[sheepdog] [PATCH] sheep: fix incorrect status transition during joining cluster

Sat Jun 8 19:18:28 CEST 2013

Current sheep set jm->cluster_status SD_STATUS_OK if
1. itself is a first node to join the cluster, and
2. a number of nodes of latest epoch is 1

This is an invalid behavior. For example, the behavior allows such a
situation:
1. create a cluster with 2 nodes
2. format the cluster with --copies 2
3. kill single sheep
4. shutdown the cluster
5. launch single sheep
6. the status of the cluster is SD_STATUS_OK

This patch solves the problem. The second condition is now checked
with have_enough_zones().

Signed-off-by: Hitoshi Mitake <mitake.hitoshi at lab.ntt.co.jp>
---
 sheep/group.c |   10 ++--------
 1 files changed, 2 insertions(+), 8 deletions(-)

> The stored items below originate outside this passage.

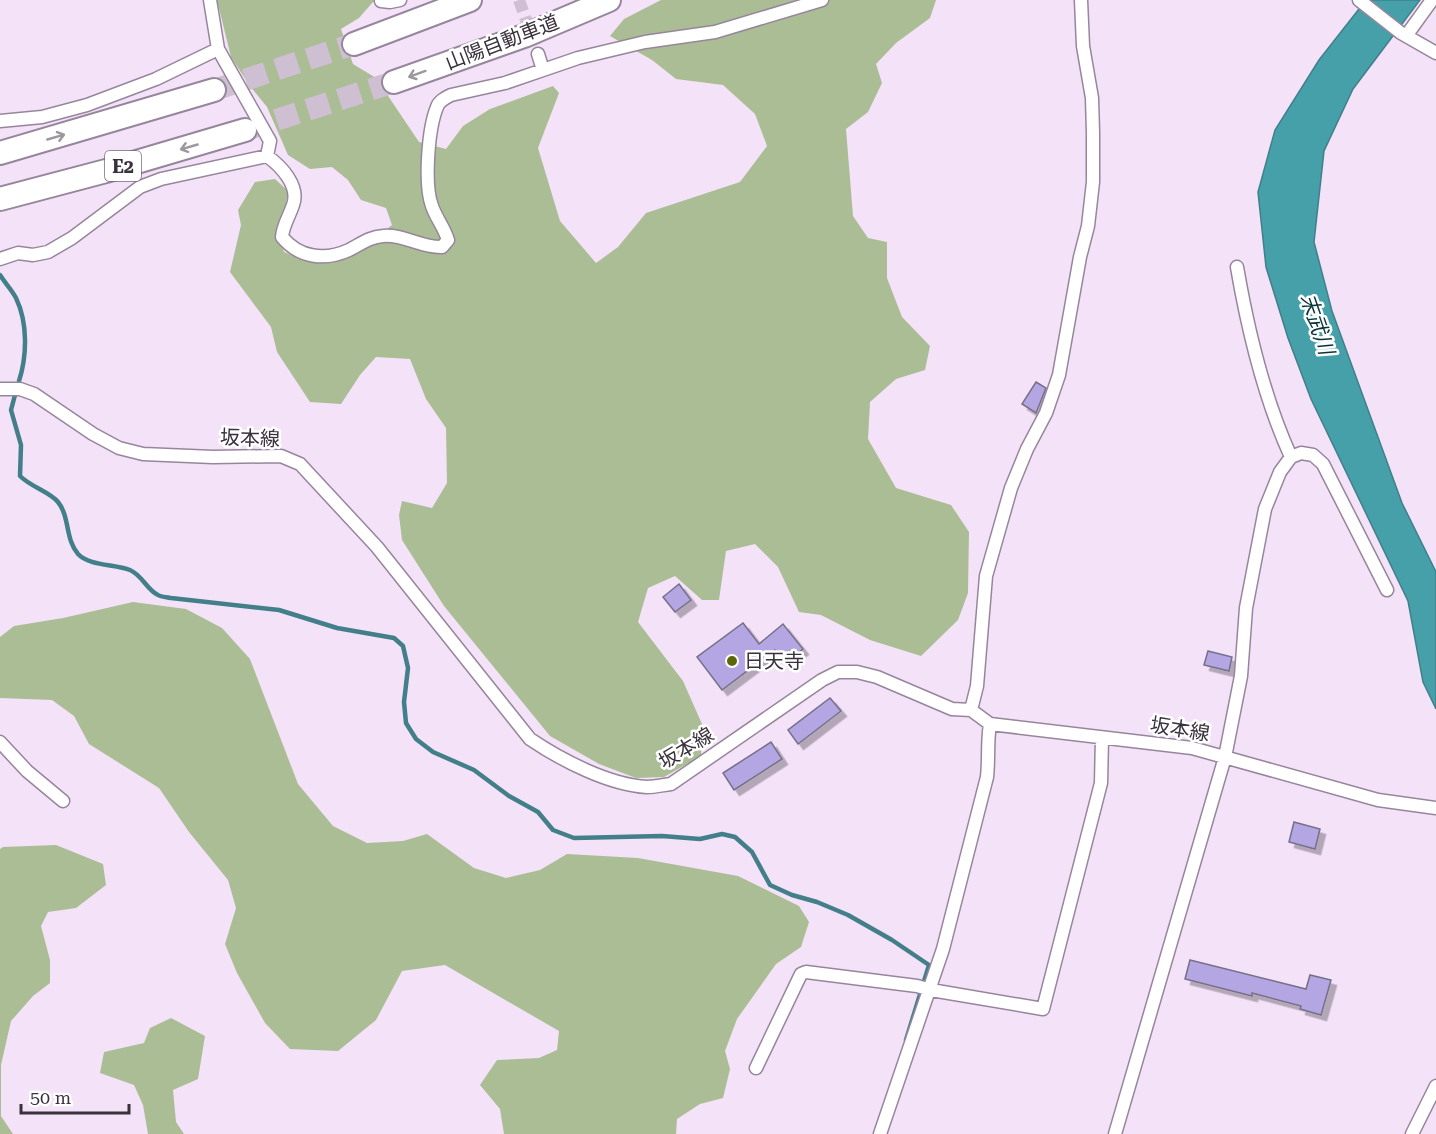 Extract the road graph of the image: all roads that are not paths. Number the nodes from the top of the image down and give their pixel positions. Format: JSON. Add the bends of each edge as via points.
{"nodes":[{"id":1,"x":210,"y":0,"type":"edge"},
{"id":2,"x":400,"y":0,"type":"edge"},
{"id":3,"x":470,"y":0,"type":"edge"},
{"id":4,"x":609,"y":0,"type":"edge"},
{"id":5,"x":822,"y":0,"type":"edge"},
{"id":6,"x":1081,"y":0,"type":"edge"},
{"id":7,"x":1359,"y":0,"type":"edge"},
{"id":8,"x":1432,"y":0,"type":"edge"},
{"id":9,"x":381,"y":2,"type":"edge"},
{"id":10,"x":1403,"y":35,"type":"junction"},
{"id":11,"x":354,"y":44,"type":"tunnel mouth"},
{"id":12,"x":218,"y":49,"type":"junction"},
{"id":13,"x":1436,"y":53,"type":"edge"},
{"id":14,"x":538,"y":54,"type":"tunnel mouth"},
{"id":15,"x":543,"y":70,"type":"junction"},
{"id":16,"x":394,"y":82,"type":"tunnel mouth"},
{"id":17,"x":214,"y":90,"type":"tunnel mouth"},
{"id":18,"x":0,"y":121,"type":"edge"},
{"id":19,"x":245,"y":130,"type":"tunnel mouth"},
{"id":20,"x":0,"y":153,"type":"edge"},
{"id":21,"x":267,"y":156,"type":"junction"},
{"id":22,"x":0,"y":199,"type":"edge"},
{"id":23,"x":0,"y":259,"type":"edge"},
{"id":24,"x":1237,"y":267,"type":"dead end"},
{"id":25,"x":0,"y":389,"type":"edge"},
{"id":26,"x":1291,"y":457,"type":"junction"},
{"id":27,"x":1387,"y":590,"type":"dead end"},
{"id":28,"x":971,"y":710,"type":"junction"},
{"id":29,"x":990,"y":724,"type":"junction"},
{"id":30,"x":1102,"y":738,"type":"junction"},
{"id":31,"x":0,"y":742,"type":"edge"},
{"id":32,"x":1226,"y":757,"type":"junction"},
{"id":33,"x":63,"y":801,"type":"dead end"},
{"id":34,"x":1436,"y":808,"type":"edge"},
{"id":35,"x":925,"y":988,"type":"junction"},
{"id":36,"x":756,"y":1068,"type":"dead end"},
{"id":37,"x":1436,"y":1086,"type":"edge"},
{"id":38,"x":880,"y":1134,"type":"edge"},
{"id":39,"x":1115,"y":1134,"type":"edge"},
{"id":40,"x":1412,"y":1134,"type":"edge"}],
"edges":[{"from":1,"to":12,"type":"street"},
{"from":2,"to":9,"type":"street"},
{"from":3,"to":11,"type":"highway"},
{"from":4,"to":16,"type":"highway","name":"山陽自動車道","one_way":true,"via":[[524,36]]},
{"from":5,"to":15,"type":"street","via":[[715,32],[645,42]]},
{"from":6,"to":28,"type":"street","via":[[1083,46],[1092,98],[1093,182],[1088,226],[1059,375],[1011,488],[986,576],[977,686]]},
{"from":7,"to":10,"type":"street"},
{"from":8,"to":10,"type":"street"},
{"from":10,"to":13,"type":"street"},
{"from":12,"to":18,"type":"street","via":[[156,80],[87,105],[42,117]]},
{"from":12,"to":21,"type":"street","via":[[270,141]]},
{"from":14,"to":15,"type":"street"},
{"from":15,"to":21,"type":"street","via":[[451,95],[437,106],[427,181],[432,206],[445,230],[447,240],[442,247],[384,236],[366,239],[329,256],[308,255],[290,247],[282,237],[294,202],[293,187],[280,165]]},
{"from":20,"to":17,"type":"highway","number":"E2","one_way":true},
{"from":19,"to":22,"type":"highway","number":"E2","one_way":true},
{"from":21,"to":23,"type":"street","via":[[162,178],[140,187],[48,252],[18,253]]},
{"from":24,"to":26,"type":"street","via":[[1266,389]]},
{"from":25,"to":28,"type":"street","name":"坂本線","via":[[34,394],[93,434],[119,448],[143,454],[281,456],[300,464],[377,547],[530,739],[604,776],[641,786],[671,784],[838,672],[877,677],[952,708]]},
{"from":26,"to":27,"type":"street","via":[[1301,453],[1313,455],[1323,464]]},
{"from":26,"to":32,"type":"street","via":[[1280,472],[1265,509],[1246,608],[1241,676]]},
{"from":28,"to":29,"type":"street","name":"坂本線"},
{"from":29,"to":30,"type":"street","name":"坂本線"},
{"from":29,"to":35,"type":"street","via":[[987,777],[943,949]]},
{"from":30,"to":32,"type":"street","name":"坂本線","via":[[1192,748]]},
{"from":30,"to":35,"type":"street","via":[[1101,783],[1043,1009]]},
{"from":31,"to":33,"type":"street"},
{"from":32,"to":34,"type":"street","name":"坂本線","via":[[1378,800]]},
{"from":32,"to":39,"type":"street"},
{"from":35,"to":36,"type":"street","via":[[801,974]]},
{"from":35,"to":38,"type":"street"},
{"from":37,"to":40,"type":"street"}]} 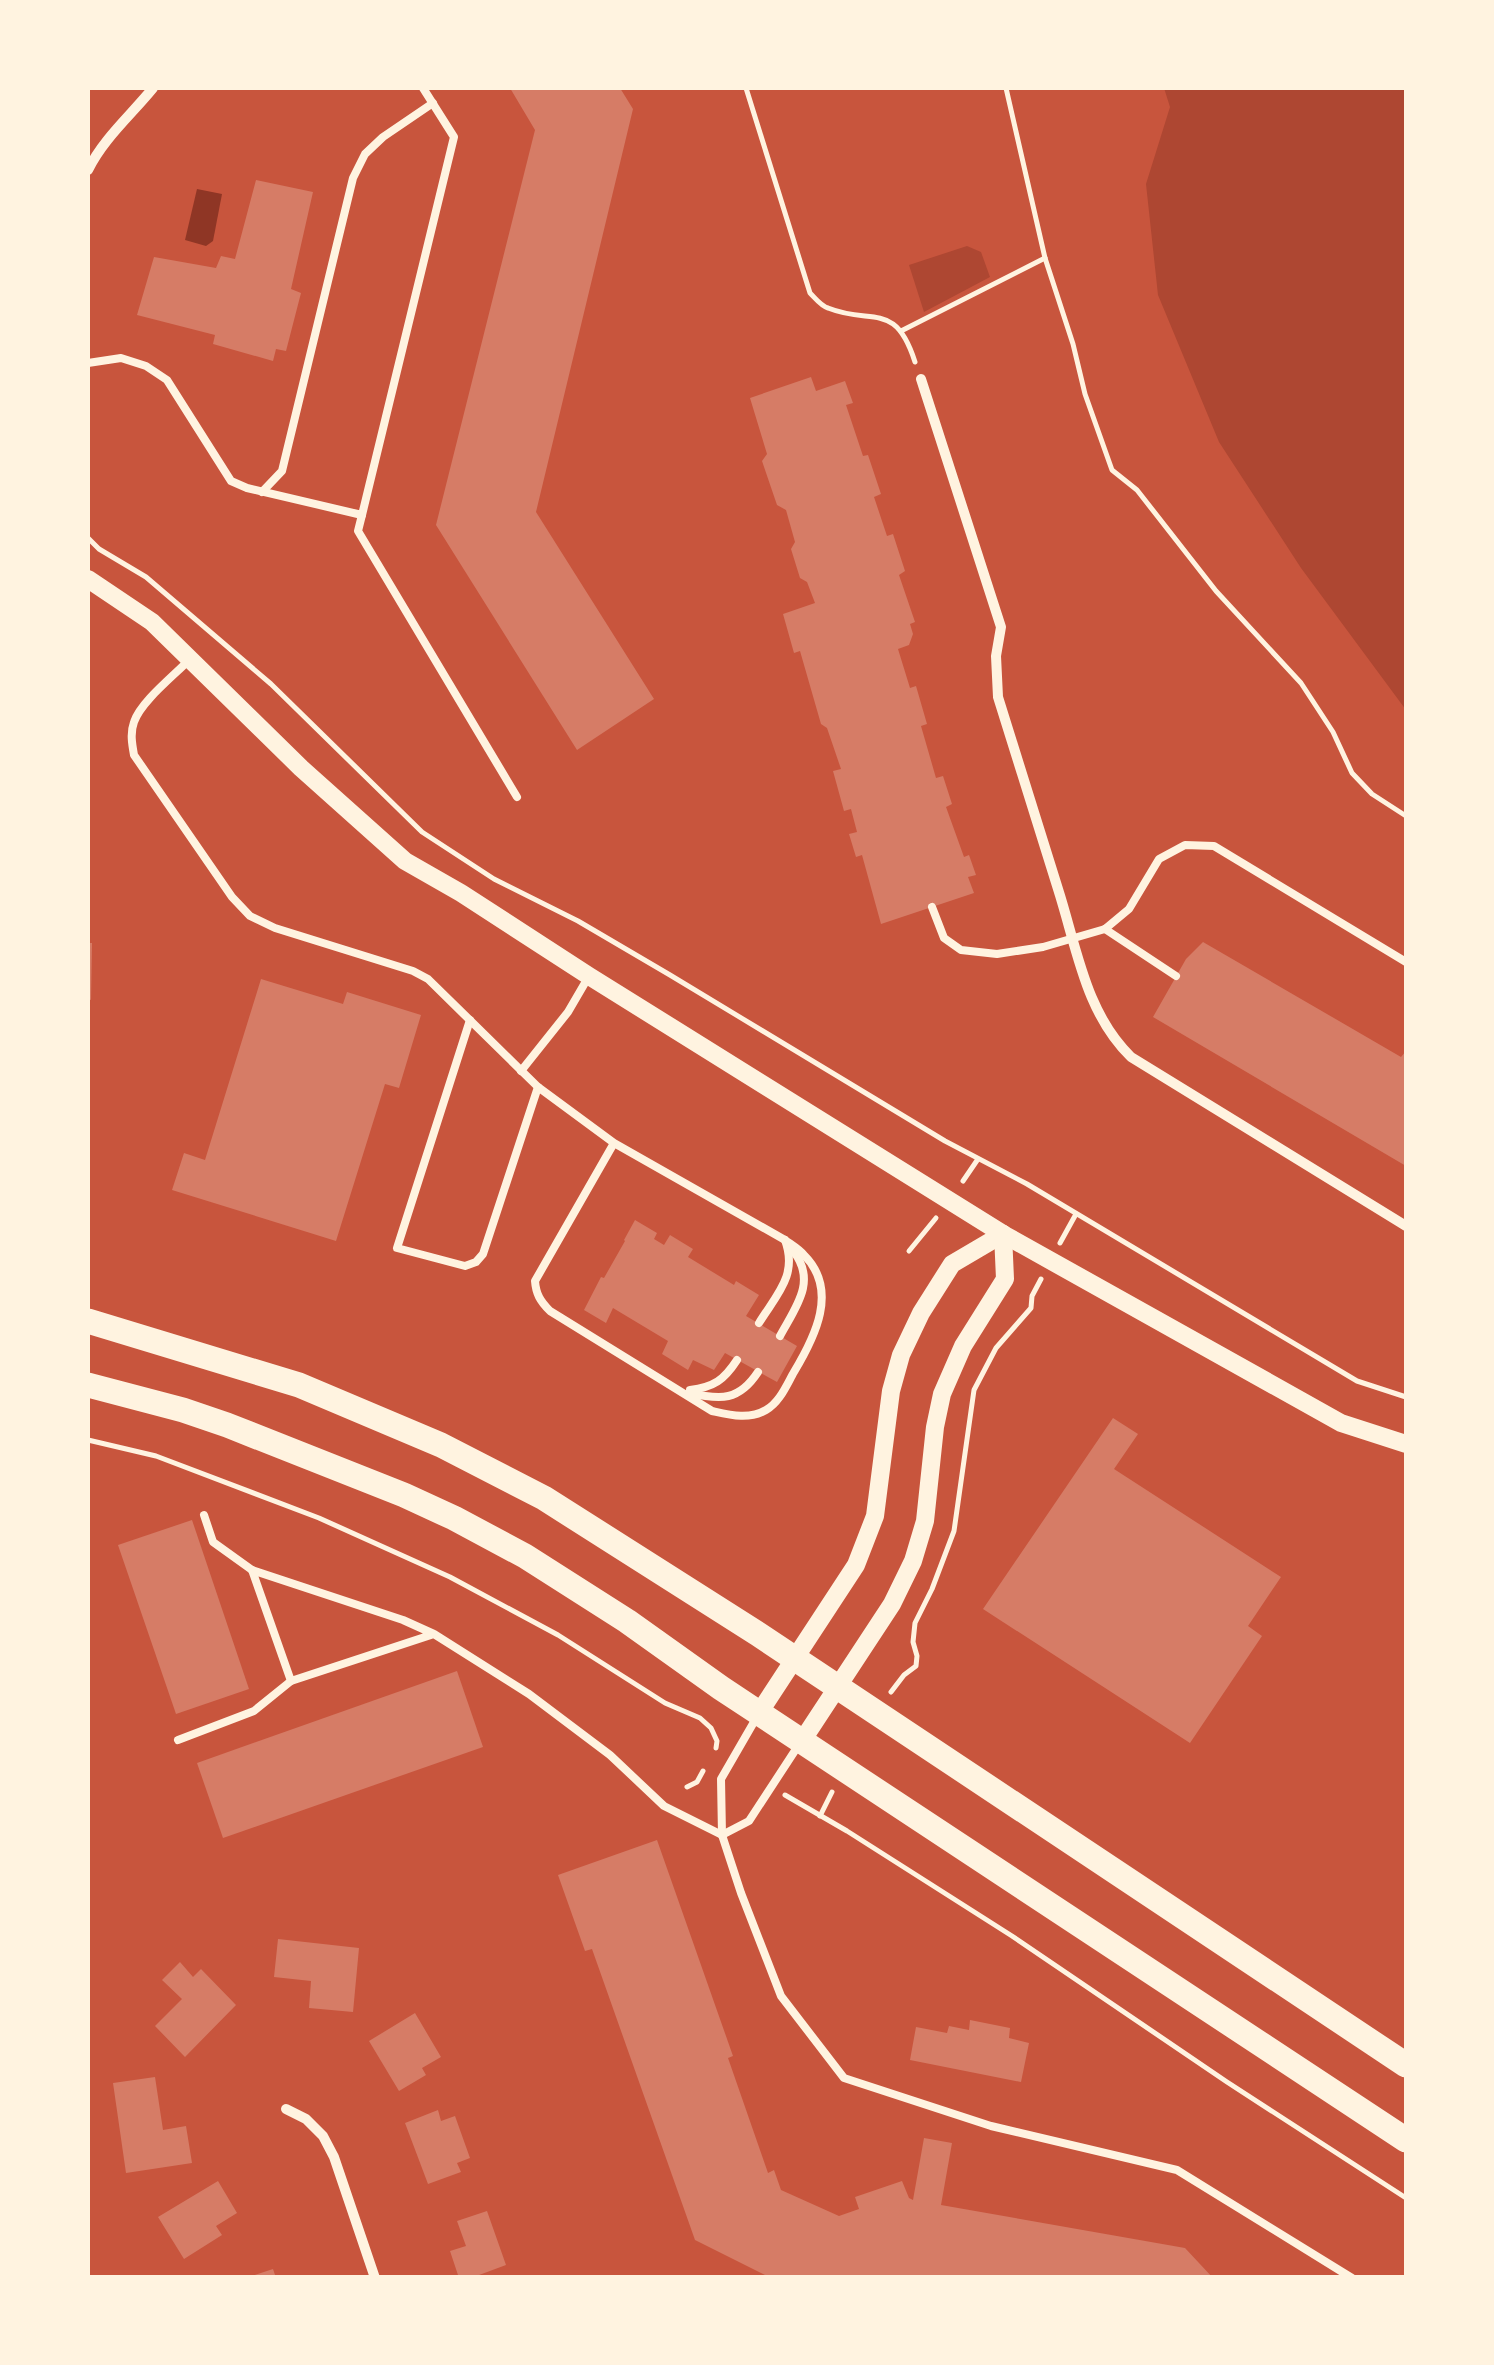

diff --git a/sheep/group.c b/sheep/group.c
index f74ef10..48040bf 100644
--- a/sheep/group.c
+++ b/sheep/group.c
@@ -994,12 +994,10 @@ enum cluster_join_result sd_check_join_cb(const struct sd_node *joining,
 	}
 
 	if (node_is_local(joining)) {
-		struct sd_node entries[SD_MAX_NODES];
-		int nr_entries;
 		uint32_t epoch;
 
 		/*
-		 * If I'm the first sheep joins in corosync, I
+		 * If I'm the first sheep joins the cluster, I
 		 * becomes the master without sending JOIN.
 		 */
 
@@ -1017,14 +1015,10 @@ enum cluster_join_result sd_check_join_cb(const struct sd_node *joining,
 			return CJ_RES_FAIL;
 		}
 
-		nr_entries = epoch_log_read(epoch, entries, sizeof(entries));
-		if (nr_entries == -1)
-			return CJ_RES_FAIL;
-
 		sys->epoch = epoch;
 		jm->ctime = get_cluster_ctime();
 
-		if (nr_entries == 1)
+		if (have_enough_zones())
 			jm->cluster_status = SD_STATUS_OK;
 		return CJ_RES_SUCCESS;
 	}
-- 
1.7.5.1